Exercise prompt:
In the data below, locate each line with the word "mouth" and list it.

(Collected data)
#####

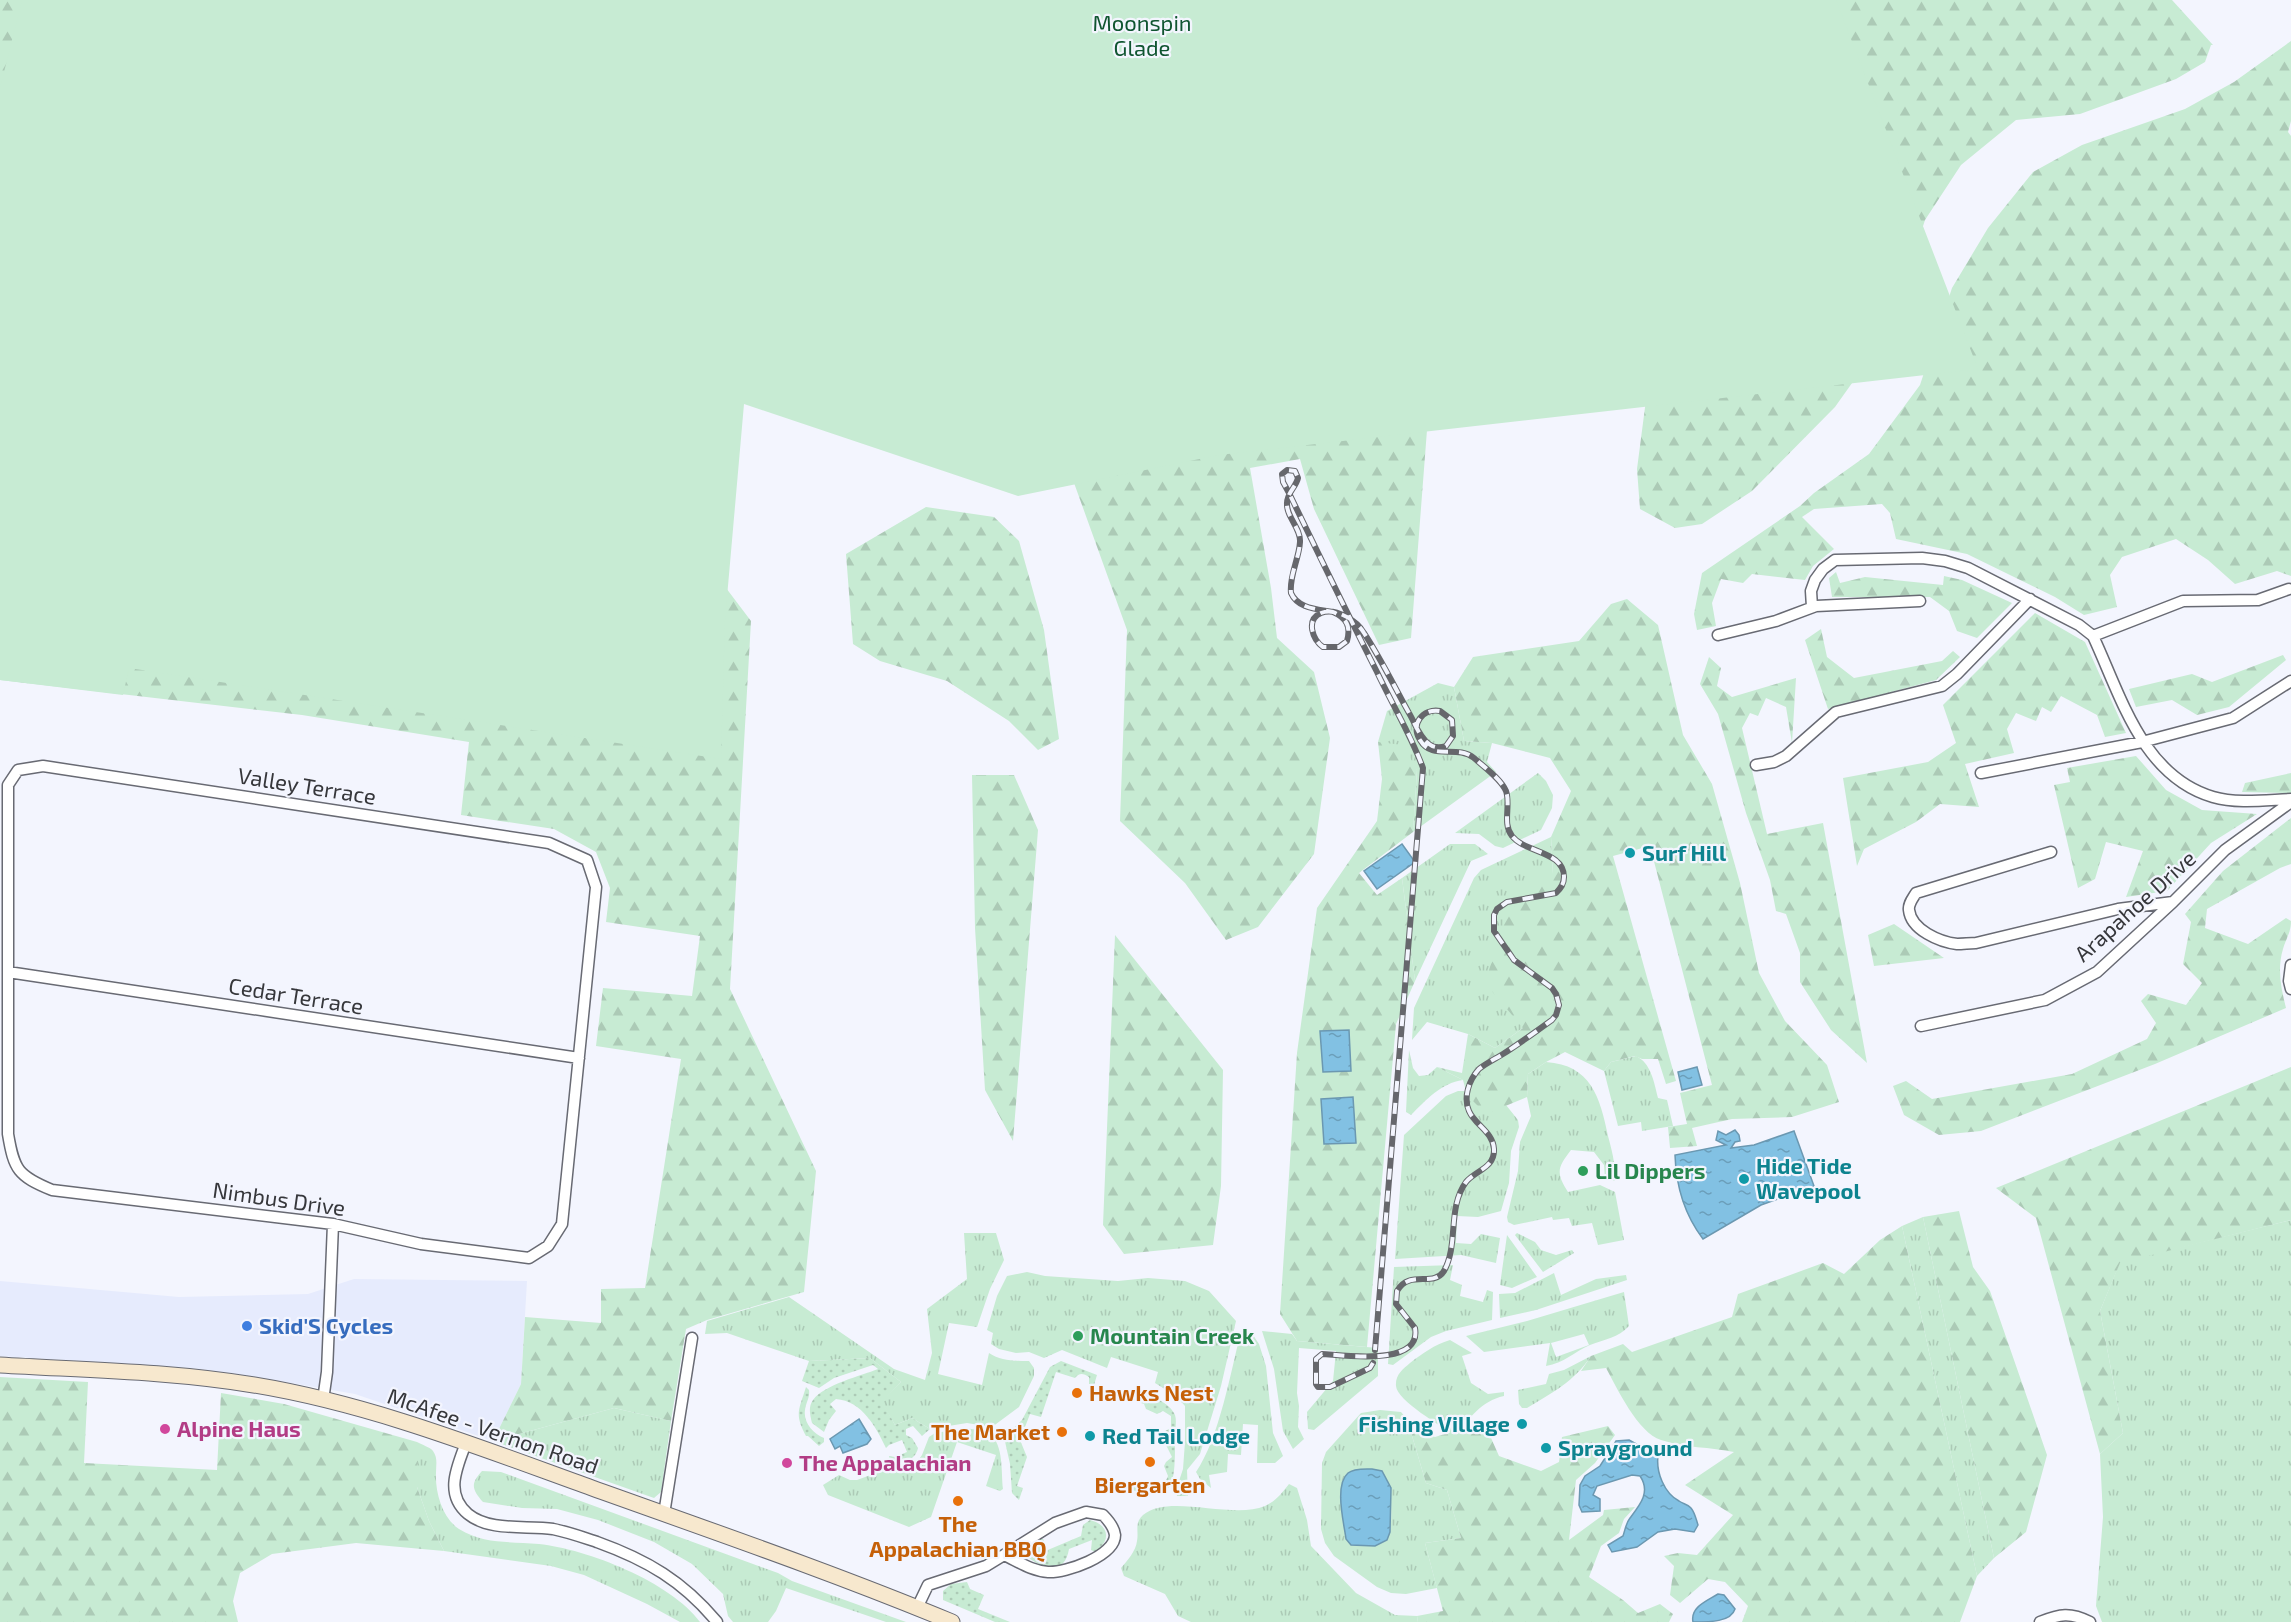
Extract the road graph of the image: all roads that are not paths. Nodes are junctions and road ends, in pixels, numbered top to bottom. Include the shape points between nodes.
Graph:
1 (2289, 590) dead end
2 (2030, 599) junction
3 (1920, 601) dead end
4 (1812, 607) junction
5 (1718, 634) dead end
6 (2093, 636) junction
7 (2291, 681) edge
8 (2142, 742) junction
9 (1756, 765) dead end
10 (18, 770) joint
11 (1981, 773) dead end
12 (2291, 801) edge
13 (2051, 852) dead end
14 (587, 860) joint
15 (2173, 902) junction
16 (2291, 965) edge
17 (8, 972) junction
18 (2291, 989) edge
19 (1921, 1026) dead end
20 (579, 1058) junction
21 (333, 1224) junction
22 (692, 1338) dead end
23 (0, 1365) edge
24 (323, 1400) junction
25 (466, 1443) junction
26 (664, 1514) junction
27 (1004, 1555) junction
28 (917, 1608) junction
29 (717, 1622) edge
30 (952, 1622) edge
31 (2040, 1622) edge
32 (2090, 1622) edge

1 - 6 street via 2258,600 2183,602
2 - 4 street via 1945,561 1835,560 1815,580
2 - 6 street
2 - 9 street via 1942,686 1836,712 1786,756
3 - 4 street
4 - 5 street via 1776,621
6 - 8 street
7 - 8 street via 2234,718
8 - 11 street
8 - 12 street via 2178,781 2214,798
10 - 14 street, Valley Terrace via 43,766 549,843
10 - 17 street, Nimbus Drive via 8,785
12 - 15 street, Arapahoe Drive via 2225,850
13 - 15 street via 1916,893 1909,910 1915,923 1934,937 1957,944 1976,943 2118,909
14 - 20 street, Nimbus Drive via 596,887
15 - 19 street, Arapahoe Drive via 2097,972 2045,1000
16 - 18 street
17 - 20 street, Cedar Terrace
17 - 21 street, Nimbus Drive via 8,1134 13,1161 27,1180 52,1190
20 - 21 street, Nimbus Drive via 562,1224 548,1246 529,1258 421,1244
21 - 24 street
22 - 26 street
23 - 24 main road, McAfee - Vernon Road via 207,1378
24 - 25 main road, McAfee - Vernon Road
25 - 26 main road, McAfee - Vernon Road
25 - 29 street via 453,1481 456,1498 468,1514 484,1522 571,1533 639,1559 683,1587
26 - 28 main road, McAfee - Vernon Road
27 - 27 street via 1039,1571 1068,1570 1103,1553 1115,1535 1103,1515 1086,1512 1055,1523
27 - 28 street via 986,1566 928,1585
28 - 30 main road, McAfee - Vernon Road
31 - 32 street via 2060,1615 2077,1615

#####

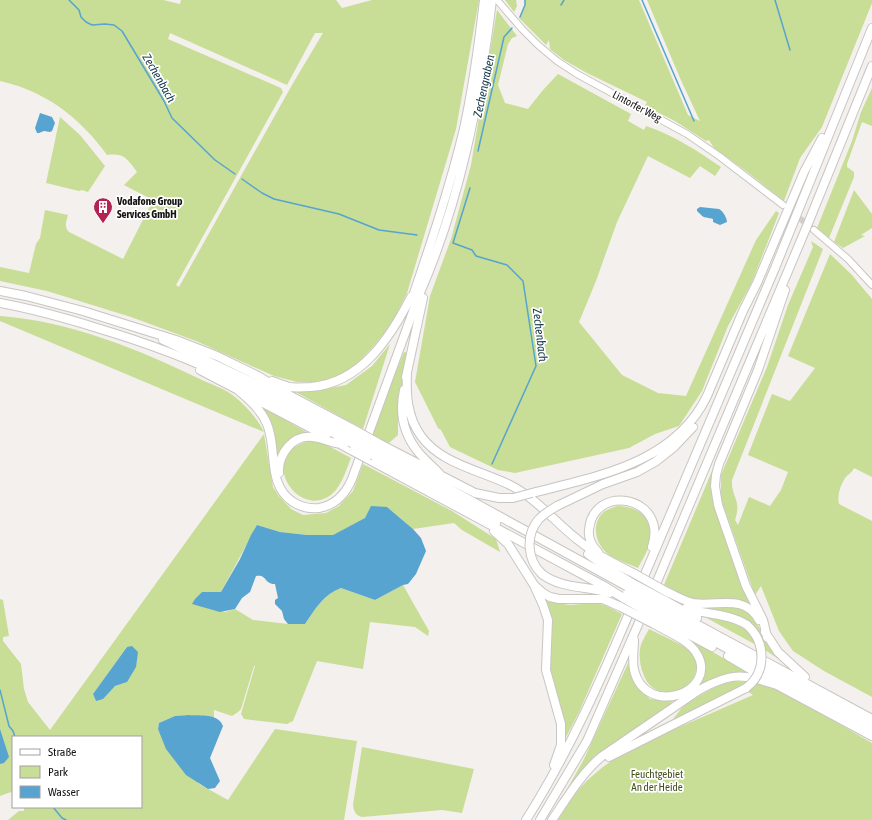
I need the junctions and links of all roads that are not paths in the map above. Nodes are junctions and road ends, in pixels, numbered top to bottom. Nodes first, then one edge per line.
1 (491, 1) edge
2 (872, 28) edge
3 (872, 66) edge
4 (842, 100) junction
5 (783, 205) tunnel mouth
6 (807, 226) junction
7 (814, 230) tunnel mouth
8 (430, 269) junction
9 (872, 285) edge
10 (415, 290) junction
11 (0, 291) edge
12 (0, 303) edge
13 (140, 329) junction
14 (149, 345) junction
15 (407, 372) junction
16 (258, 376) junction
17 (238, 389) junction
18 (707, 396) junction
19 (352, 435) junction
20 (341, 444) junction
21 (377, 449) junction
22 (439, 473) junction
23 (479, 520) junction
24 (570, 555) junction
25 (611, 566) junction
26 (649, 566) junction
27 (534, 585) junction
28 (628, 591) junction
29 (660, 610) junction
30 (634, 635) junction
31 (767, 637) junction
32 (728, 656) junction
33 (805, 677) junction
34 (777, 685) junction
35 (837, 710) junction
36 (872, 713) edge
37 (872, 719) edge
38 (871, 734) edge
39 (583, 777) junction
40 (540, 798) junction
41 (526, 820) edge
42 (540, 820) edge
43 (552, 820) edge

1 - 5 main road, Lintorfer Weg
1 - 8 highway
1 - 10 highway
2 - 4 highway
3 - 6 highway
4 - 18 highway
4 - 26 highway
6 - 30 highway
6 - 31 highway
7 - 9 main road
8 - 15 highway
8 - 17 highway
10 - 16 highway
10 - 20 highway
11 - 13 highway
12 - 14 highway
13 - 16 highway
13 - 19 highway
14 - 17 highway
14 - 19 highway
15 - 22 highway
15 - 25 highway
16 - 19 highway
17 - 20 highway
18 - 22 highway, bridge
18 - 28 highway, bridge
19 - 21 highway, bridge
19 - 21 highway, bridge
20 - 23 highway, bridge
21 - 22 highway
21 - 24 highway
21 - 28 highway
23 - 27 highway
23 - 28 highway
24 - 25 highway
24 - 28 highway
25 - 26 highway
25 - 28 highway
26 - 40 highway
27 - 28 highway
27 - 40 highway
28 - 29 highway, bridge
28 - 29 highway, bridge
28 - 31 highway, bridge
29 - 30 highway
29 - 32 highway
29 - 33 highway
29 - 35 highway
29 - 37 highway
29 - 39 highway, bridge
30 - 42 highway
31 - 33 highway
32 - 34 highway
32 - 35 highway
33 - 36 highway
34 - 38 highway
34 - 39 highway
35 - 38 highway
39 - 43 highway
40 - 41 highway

#####

Task solution:
5 (783, 205) tunnel mouth
7 (814, 230) tunnel mouth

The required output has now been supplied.